(Records drawn from a dataset)
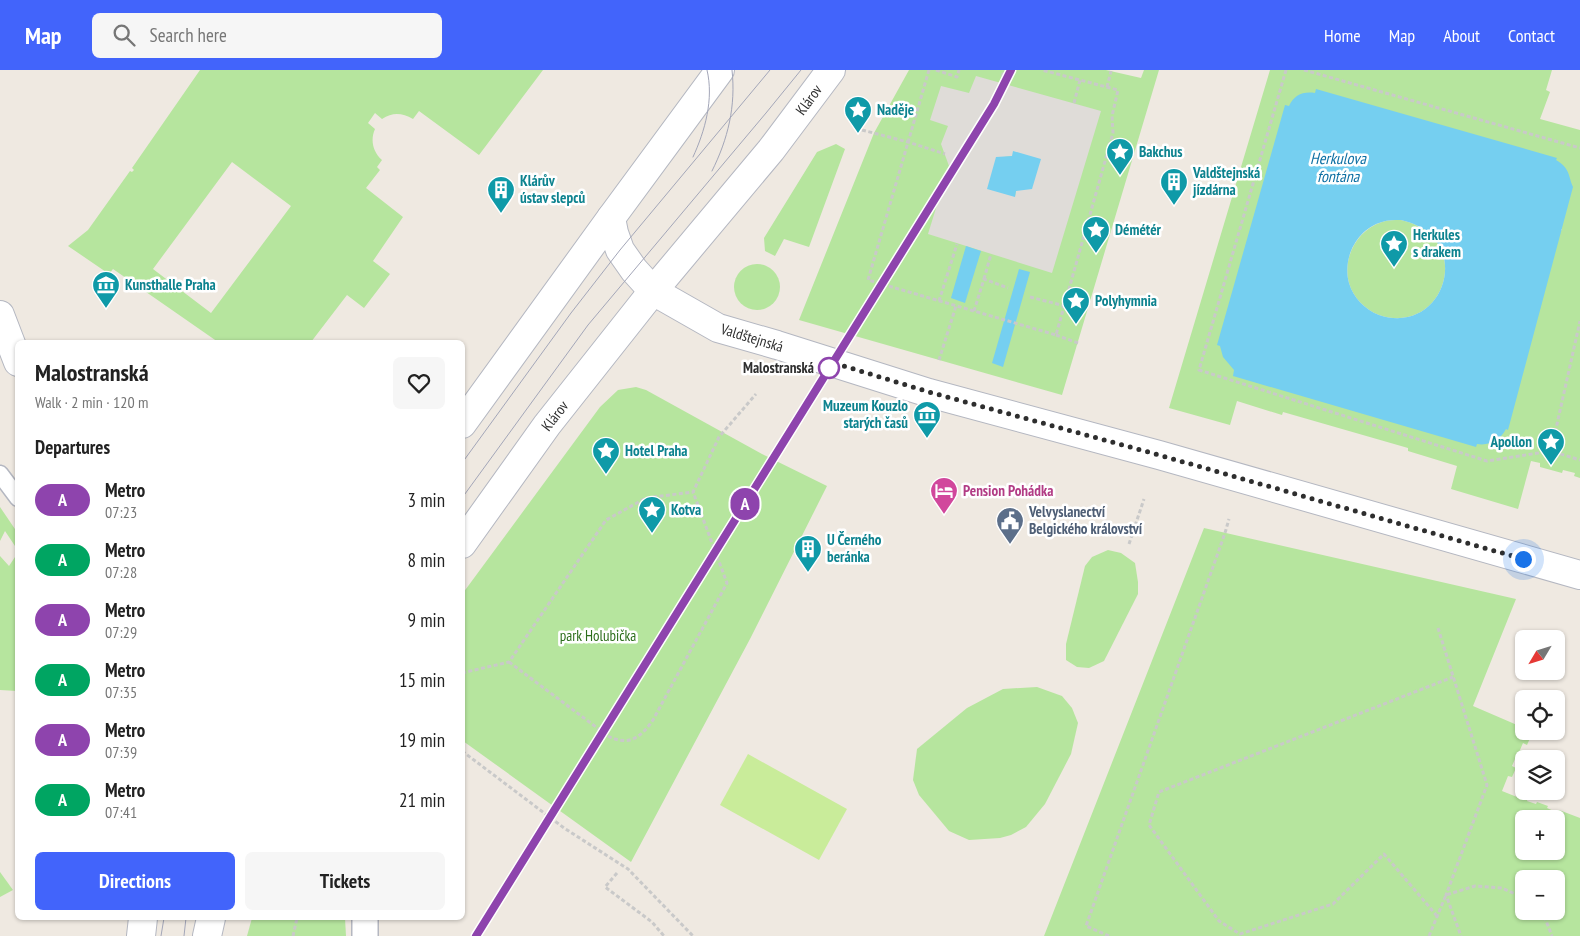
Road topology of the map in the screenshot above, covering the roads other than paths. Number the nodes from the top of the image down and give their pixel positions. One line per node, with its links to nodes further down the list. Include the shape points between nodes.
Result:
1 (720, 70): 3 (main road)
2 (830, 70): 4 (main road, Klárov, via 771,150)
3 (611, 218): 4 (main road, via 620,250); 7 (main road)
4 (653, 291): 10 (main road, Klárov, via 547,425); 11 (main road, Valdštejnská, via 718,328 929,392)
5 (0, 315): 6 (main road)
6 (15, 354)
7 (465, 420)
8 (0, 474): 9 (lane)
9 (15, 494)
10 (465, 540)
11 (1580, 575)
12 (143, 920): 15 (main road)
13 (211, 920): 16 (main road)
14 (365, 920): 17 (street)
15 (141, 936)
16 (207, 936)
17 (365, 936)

ABOUT THIS EXERCISE — Write out each entry exactly as given, omitting any picture.

OUTPUT FOR THIS EXERCISE —
Road topology of the map in the screenshot above, covering the roads other than paths. Number the nodes from the top of the image down and give their pixel positions. One line per node, with its links to nodes further down the list. Include the shape points between nodes.
Result:
1 (720, 70): 3 (main road)
2 (830, 70): 4 (main road, Klárov, via 771,150)
3 (611, 218): 4 (main road, via 620,250); 7 (main road)
4 (653, 291): 10 (main road, Klárov, via 547,425); 11 (main road, Valdštejnská, via 718,328 929,392)
5 (0, 315): 6 (main road)
6 (15, 354)
7 (465, 420)
8 (0, 474): 9 (lane)
9 (15, 494)
10 (465, 540)
11 (1580, 575)
12 (143, 920): 15 (main road)
13 (211, 920): 16 (main road)
14 (365, 920): 17 (street)
15 (141, 936)
16 (207, 936)
17 (365, 936)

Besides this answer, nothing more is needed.